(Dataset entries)
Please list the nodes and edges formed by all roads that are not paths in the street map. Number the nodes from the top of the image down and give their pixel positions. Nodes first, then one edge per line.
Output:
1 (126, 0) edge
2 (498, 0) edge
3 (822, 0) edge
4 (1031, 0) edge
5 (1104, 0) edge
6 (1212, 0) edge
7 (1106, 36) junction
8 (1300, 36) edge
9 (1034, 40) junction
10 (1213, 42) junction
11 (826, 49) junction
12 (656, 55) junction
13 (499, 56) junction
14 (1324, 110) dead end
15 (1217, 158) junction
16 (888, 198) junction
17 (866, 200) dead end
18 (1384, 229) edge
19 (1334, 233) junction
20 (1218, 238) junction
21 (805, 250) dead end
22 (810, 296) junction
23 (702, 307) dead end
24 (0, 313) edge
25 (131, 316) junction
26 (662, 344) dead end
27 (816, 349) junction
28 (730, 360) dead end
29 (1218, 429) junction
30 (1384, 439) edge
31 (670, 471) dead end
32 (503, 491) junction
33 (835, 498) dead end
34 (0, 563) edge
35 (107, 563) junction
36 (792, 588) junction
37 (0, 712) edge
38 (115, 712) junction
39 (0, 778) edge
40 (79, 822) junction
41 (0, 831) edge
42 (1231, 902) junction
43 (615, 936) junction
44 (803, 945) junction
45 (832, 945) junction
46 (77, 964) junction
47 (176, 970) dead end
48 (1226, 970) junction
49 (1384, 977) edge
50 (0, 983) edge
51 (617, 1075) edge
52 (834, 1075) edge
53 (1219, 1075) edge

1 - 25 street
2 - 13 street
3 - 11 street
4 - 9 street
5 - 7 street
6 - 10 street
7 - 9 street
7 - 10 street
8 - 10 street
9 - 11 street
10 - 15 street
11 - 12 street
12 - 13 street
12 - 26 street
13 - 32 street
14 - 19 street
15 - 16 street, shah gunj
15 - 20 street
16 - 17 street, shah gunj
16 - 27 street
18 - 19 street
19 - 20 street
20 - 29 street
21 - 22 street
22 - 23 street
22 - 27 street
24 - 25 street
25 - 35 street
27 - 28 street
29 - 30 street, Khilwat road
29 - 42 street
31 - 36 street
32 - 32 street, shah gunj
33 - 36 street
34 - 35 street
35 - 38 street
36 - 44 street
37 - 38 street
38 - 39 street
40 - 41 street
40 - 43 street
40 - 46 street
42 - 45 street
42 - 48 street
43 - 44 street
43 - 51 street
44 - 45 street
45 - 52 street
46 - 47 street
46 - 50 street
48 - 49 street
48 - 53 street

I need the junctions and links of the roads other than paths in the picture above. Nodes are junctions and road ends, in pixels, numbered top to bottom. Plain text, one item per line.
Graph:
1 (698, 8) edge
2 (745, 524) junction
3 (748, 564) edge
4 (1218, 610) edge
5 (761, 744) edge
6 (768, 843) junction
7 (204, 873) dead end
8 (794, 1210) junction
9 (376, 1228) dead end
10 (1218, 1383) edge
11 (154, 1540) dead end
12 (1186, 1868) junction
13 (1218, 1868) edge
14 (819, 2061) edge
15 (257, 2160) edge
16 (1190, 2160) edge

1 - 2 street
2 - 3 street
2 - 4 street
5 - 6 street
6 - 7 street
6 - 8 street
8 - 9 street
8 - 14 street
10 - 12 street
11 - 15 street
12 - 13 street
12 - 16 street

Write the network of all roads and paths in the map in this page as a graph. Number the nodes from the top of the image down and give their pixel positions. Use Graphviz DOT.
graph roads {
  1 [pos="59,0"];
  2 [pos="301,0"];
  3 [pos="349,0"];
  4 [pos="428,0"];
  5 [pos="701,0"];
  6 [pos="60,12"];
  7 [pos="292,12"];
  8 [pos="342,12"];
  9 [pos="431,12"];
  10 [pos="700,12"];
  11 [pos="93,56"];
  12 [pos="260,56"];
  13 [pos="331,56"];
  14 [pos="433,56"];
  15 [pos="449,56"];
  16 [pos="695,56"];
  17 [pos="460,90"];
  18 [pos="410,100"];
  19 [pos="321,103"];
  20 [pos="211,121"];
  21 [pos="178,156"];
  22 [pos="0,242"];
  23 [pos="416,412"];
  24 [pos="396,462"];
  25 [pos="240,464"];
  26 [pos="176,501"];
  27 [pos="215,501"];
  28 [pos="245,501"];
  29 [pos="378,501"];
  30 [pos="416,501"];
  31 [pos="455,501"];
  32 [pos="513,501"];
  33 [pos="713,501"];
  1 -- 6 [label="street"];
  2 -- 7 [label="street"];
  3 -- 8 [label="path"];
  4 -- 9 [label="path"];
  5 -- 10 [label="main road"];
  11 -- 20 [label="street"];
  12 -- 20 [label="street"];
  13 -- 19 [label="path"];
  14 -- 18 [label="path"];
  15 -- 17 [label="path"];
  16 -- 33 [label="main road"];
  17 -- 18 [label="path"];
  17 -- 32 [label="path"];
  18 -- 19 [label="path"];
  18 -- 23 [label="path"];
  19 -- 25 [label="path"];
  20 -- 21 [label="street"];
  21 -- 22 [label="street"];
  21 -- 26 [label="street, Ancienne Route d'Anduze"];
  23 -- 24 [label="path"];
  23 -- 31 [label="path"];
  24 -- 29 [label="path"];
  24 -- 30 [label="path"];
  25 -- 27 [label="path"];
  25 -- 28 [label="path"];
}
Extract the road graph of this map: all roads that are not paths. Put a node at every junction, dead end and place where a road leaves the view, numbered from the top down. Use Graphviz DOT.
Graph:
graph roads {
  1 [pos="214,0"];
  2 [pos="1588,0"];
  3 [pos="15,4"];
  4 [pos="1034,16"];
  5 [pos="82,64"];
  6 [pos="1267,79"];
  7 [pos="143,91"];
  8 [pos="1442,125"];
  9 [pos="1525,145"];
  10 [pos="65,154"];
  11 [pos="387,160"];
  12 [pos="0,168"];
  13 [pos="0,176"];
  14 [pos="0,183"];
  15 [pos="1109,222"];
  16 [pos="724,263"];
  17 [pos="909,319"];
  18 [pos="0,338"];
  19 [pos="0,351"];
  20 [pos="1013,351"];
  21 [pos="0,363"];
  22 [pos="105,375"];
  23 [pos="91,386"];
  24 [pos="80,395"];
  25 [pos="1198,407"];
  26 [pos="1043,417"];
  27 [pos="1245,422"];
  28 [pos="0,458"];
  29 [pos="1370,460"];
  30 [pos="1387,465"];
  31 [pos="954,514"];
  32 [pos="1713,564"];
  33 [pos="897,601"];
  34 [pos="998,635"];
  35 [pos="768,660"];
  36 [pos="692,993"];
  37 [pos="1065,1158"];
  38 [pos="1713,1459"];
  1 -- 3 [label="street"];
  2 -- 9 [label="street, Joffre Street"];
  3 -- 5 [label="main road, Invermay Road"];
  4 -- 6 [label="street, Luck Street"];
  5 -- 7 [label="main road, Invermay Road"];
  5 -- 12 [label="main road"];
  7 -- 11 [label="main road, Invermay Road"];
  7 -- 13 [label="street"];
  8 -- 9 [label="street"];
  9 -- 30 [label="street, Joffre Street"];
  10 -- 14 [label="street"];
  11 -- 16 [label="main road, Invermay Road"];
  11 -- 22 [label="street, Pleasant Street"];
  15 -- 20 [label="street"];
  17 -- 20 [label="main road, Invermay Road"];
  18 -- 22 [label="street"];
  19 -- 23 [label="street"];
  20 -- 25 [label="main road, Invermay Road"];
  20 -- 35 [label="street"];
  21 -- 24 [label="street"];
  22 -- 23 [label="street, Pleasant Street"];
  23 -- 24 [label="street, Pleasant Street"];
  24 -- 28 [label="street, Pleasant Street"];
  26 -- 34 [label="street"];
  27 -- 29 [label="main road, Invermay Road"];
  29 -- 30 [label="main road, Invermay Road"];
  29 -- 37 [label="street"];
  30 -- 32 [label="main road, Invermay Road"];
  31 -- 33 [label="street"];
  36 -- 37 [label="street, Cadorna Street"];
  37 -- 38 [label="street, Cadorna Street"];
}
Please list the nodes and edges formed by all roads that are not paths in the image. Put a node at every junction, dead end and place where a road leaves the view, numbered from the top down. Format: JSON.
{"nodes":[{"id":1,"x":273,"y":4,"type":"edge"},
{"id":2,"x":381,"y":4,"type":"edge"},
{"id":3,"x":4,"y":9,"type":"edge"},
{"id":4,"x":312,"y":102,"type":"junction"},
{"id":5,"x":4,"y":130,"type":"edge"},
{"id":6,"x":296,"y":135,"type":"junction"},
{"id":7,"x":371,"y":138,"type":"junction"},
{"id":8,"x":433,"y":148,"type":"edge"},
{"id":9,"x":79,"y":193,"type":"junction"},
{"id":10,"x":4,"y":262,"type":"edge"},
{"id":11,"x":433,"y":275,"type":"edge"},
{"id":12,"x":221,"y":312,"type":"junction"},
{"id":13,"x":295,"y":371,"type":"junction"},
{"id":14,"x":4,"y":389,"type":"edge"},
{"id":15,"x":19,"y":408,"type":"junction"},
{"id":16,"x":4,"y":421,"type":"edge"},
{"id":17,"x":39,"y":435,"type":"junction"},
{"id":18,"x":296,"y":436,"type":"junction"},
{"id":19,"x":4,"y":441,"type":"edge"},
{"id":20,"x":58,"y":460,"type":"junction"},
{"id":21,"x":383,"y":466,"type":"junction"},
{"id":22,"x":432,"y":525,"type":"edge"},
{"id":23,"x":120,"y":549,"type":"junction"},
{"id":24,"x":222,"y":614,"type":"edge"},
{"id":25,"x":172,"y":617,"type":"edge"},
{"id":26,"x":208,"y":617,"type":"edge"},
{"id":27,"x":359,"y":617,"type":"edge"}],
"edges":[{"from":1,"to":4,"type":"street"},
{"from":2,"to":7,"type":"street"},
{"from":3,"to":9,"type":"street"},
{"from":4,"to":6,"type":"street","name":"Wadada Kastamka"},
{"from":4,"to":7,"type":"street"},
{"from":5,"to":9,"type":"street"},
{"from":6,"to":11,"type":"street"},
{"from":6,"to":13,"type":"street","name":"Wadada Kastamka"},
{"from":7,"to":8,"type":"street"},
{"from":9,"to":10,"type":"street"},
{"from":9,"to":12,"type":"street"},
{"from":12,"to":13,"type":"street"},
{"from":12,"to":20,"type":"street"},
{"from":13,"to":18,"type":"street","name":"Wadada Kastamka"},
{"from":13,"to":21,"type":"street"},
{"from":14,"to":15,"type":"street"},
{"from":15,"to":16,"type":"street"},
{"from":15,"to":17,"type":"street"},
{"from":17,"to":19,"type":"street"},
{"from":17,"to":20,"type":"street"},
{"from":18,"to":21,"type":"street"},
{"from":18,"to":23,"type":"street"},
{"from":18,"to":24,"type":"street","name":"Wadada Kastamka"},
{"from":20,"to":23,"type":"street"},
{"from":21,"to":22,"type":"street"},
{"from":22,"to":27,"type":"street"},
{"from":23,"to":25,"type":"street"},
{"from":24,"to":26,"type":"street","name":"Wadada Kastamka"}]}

PROBLEM TO SOLVE -
Across all the records above, how many lines hold the word "where"? Answer with only that number.

EXPECTED ANSWER -
2